## [Instructions for the task]
Return every entry below exactly as written, minus the pictures.

Data excerpts below:

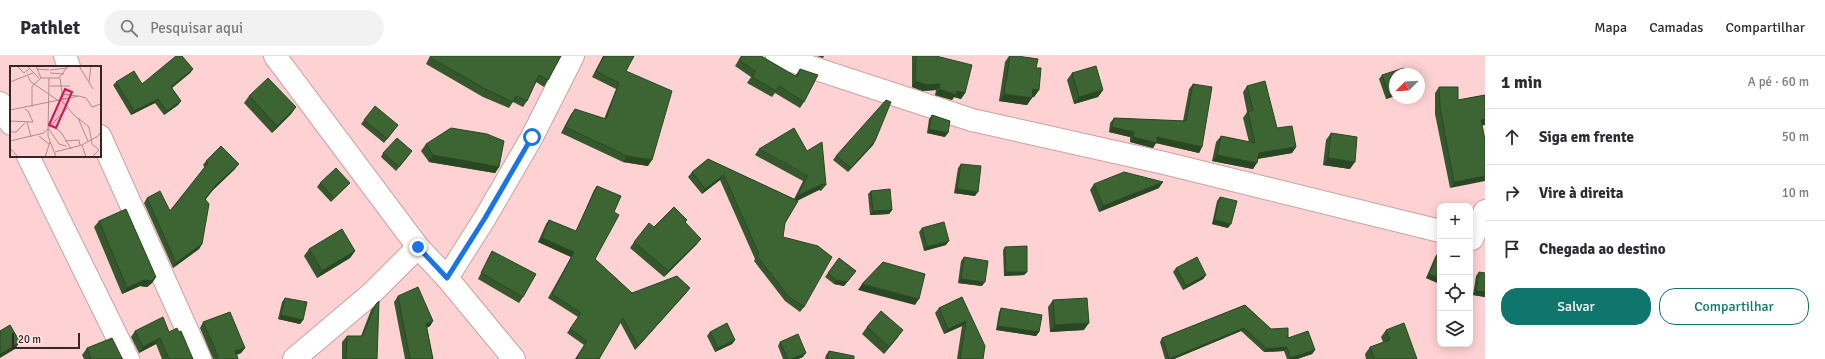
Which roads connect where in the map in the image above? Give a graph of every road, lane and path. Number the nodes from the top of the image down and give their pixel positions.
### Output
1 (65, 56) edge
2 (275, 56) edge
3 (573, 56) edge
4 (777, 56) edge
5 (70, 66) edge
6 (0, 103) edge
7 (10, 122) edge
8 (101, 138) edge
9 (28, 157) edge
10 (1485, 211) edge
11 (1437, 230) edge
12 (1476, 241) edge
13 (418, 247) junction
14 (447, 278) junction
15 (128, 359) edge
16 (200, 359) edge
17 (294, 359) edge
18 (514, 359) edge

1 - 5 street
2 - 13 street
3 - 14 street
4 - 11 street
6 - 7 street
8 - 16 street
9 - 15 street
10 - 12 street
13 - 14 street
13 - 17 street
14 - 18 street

End of Data excerpts.

## [Response area]
Which roads connect where in the map in the image above? Give a graph of every road, lane and path. Number the nodes from the top of the image down and give their pixel positions.
### Output
1 (65, 56) edge
2 (275, 56) edge
3 (573, 56) edge
4 (777, 56) edge
5 (70, 66) edge
6 (0, 103) edge
7 (10, 122) edge
8 (101, 138) edge
9 (28, 157) edge
10 (1485, 211) edge
11 (1437, 230) edge
12 (1476, 241) edge
13 (418, 247) junction
14 (447, 278) junction
15 (128, 359) edge
16 (200, 359) edge
17 (294, 359) edge
18 (514, 359) edge

1 - 5 street
2 - 13 street
3 - 14 street
4 - 11 street
6 - 7 street
8 - 16 street
9 - 15 street
10 - 12 street
13 - 14 street
13 - 17 street
14 - 18 street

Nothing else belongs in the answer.